Hong Kong must prioritise family-friendly tourism to drive economic growth after Golden Week success

Hong Kong must prioritise family-friendly tourism to drive economic growth after Golden Week success

8th May 2025 – (Hong Kong) The recent Golden Week holiday period saw Hong Kong welcome a significant surge in visitor numbers, with over 1.1 million arrivals marking a 22% increase compared to the previous year. This impressive figure highlights the city’s enduring appeal as a premier global tourism destination. However, beneath these encouraging numbers lies a more nuanced reality that demands careful analysis from policymakers. While Chief Executive John Lee has rightly emphasised an all-inclusive approach to tourism that welcomes both high-spending luxury travellers and budget-conscious families, the economic reality reveals that not all tourist segments contribute equally to local economic growth. This presents Hong Kong with both a challenge and an opportunity to strategically reshape its tourism development model.

Hong Kong’s future tourism strategy must place family-friendly tourism at its core, as this sector demonstrates proven high-spending potential while allowing the city to maintain its reputation for inclusivity. The government’s recently unveiled Development Blueprint for Hong Kong’s Tourism Industry 2.0 already identifies family tourism as a key growth area. This strategic focus comes at a crucial moment, as Mainland China’s evolving family policies – including the two-child and three-child initiatives alongside education reforms – have created a booming family travel market that Hong Kong is uniquely positioned to capture. Without decisive action to enhance its family tourism offerings, however, Hong Kong risks losing ground to regional competitors who are aggressively courting this lucrative demographic.

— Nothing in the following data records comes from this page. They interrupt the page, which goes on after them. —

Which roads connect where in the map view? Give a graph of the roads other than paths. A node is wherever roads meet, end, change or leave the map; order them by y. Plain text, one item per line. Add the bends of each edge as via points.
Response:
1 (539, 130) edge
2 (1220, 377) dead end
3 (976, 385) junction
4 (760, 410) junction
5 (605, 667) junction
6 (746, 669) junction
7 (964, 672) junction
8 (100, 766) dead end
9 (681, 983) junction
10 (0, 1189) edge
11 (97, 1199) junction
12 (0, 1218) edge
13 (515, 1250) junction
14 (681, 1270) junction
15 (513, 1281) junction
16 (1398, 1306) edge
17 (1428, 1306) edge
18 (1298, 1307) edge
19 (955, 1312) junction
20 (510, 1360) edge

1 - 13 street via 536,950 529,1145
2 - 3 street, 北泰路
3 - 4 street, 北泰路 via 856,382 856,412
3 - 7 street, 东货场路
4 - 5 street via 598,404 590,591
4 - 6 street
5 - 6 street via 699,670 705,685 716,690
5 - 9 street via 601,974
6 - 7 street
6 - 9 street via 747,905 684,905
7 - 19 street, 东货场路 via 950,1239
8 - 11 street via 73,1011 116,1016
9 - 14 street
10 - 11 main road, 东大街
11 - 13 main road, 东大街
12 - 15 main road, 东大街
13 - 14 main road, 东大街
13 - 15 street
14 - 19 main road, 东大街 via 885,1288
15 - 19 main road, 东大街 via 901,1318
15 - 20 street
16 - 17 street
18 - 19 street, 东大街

The Golden Week results present a paradox for Hong Kong’s tourism industry. While the visitor numbers paint an undeniably positive picture, reports emerged of budget tourists resorting to overnight stays in fast food restaurants and so-called “zero-consumption” travellers whose spending barely extends beyond basic transportation and entry fees. These phenomena highlight the limitations of an undifferentiated mass tourism approach. Research consistently shows that family tourists typically spend 30-50% more per trip compared to solo travellers, with significantly higher expenditures across multiple categories including accommodation, dining, and educational experiences. This spending pattern makes family tourism particularly valuable for driving broader economic benefits.

Hong Kong possesses all the fundamental ingredients to become a world-class family tourism destination, boasting iconic attractions such as Disneyland, Ocean Park, the Wetland Park, and the culturally rich West Kowloon Cultural District. Yet despite these assets, the city’s family tourism offerings remain frustratingly fragmented, lacking the seamless integration and specialised facilities that characterise leading family-friendly destinations like Singapore or Sanya. The absence of comprehensive family travel itineraries that combine education, entertainment, and convenience, along with inconsistent provision of essential amenities such as family-friendly restrooms, lactation rooms, and stroller access, creates unnecessary barriers for visiting families.

The government’s Blueprint 2.0 demonstrates awareness of these challenges, proposing technological solutions including a Live Travel Map and Smart Itinerary Planner to enhance the visitor experience. However, these digital innovations must be matched by tangible physical upgrades across the tourism ecosystem. Expanding child-safe facilities, simplifying cross-district transportation networks, and introducing targeted incentives for hotels to develop family-themed packages should form key components of a holistic strategy to position Hong Kong as the region’s premier family destination.

International case studies offer valuable lessons. The Chinese city of Sanya, where family tourists account for 40% of visitors and contribute approximately one-third of total tourism revenue, has successfully developed integrated “edutainment” resorts. Meanwhile, Australia’s Gold Coast has built its tourism economy around wildlife parks and eco-tours that appeal to high-spending families, with per capita expenditures typically double that of regular tourists. Singapore’s example proves particularly instructive, where universal accessibility – from stroller-friendly mass transit to Halal-certified family dining options – has cemented its reputation as Asia’s most family-friendly destination.

Hong Kong’s future in enhancing family-friendly tourism necessitates three strategic interventions. First, introducing a comprehensive Family Travel Pass could provide bundled discounts for attractions, transport, and dining while offering priority access during peak periods. Second, developing cross-border family tourism initiatives, including a Greater Bay Area Family Tourism Circuit linking Hong Kong with Shenzhen’s Happy Valley and Macao’s themed resorts, would create compelling multi-destination itineraries. Third, implementing targeted incentives for private sector innovation through subsidies for family-friendly hotel upgrades and tax breaks for attractions developing interactive, child-focused exhibits would accelerate quality improvements.

The post-Golden Week analysis makes clear that sustainable tourism growth will be driven by high-spending family tourists rather than sheer visitor numbers alone. While maintaining an inclusive approach, Hong Kong must develop more sophisticated mechanisms to encourage and cater to those segments that deliver the greatest economic benefit. By prioritising family-friendly upgrades across digital and physical infrastructure while learning from global best practices, Hong Kong can secure its position as Asia’s premier destination for quality tourism.